In total, the Western Cape had the most complaints (1 640), followed by Gauteng (1 139), the Free State (1 010), KwaZulu-Natal (772), the Eastern Cape (708), Limpopo (416), the North West (377), Mpumalanga (360) and the Northern Cape (306).

Amost two thirds (61%) of the 4 131 complaints investigated against police officers were for assault.

Criminal cases made up 703 of the complaints — 670 were for pointing of a firearm; and 431 for deaths in police custody.

• In a related development, the IFP yesterday called on IPID to investigate police officers shooting live ammunition on protesters during housing protests at the Cato Crest informal settlement in Durban, allegedly causing the death of a 17-year-old schoolgirl.

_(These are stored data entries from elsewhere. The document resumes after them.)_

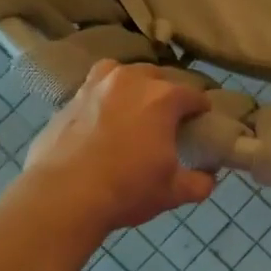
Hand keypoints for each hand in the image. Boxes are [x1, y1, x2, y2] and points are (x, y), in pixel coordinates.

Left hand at [22, 62, 214, 234]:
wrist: (62, 197)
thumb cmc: (126, 190)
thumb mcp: (172, 192)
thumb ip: (199, 182)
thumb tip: (209, 178)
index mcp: (163, 98)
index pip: (194, 95)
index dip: (202, 108)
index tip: (202, 122)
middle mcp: (131, 81)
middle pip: (158, 77)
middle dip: (167, 93)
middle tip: (168, 119)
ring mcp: (96, 86)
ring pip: (123, 73)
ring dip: (133, 85)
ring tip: (134, 107)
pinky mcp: (69, 99)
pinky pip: (95, 89)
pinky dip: (104, 97)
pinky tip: (103, 118)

IFP spokesperson on human settlements Petros Sithole expressed condolences to the family of Nqobile Nzuza and asked residents of Cato Crest to remain calm and allow the Independent Police Investigative Directorate to deal with this matter.

Sithole said it was entirely wrong for the police to have used live ammunition to disperse the protesters.

“It is always said that police should not use live ammunition when they intervene in protests because they are likely to kill people. All police officers require more training in crowd dispersion techniques in order to avoid unnecessary deaths of innocent people.”

SAPS spokesperson Colonel Jay Naicker said it was not known which of the two policemen who had responded to the protest had fatally wounded Nqobile, but both were traumatised and receiving counselling.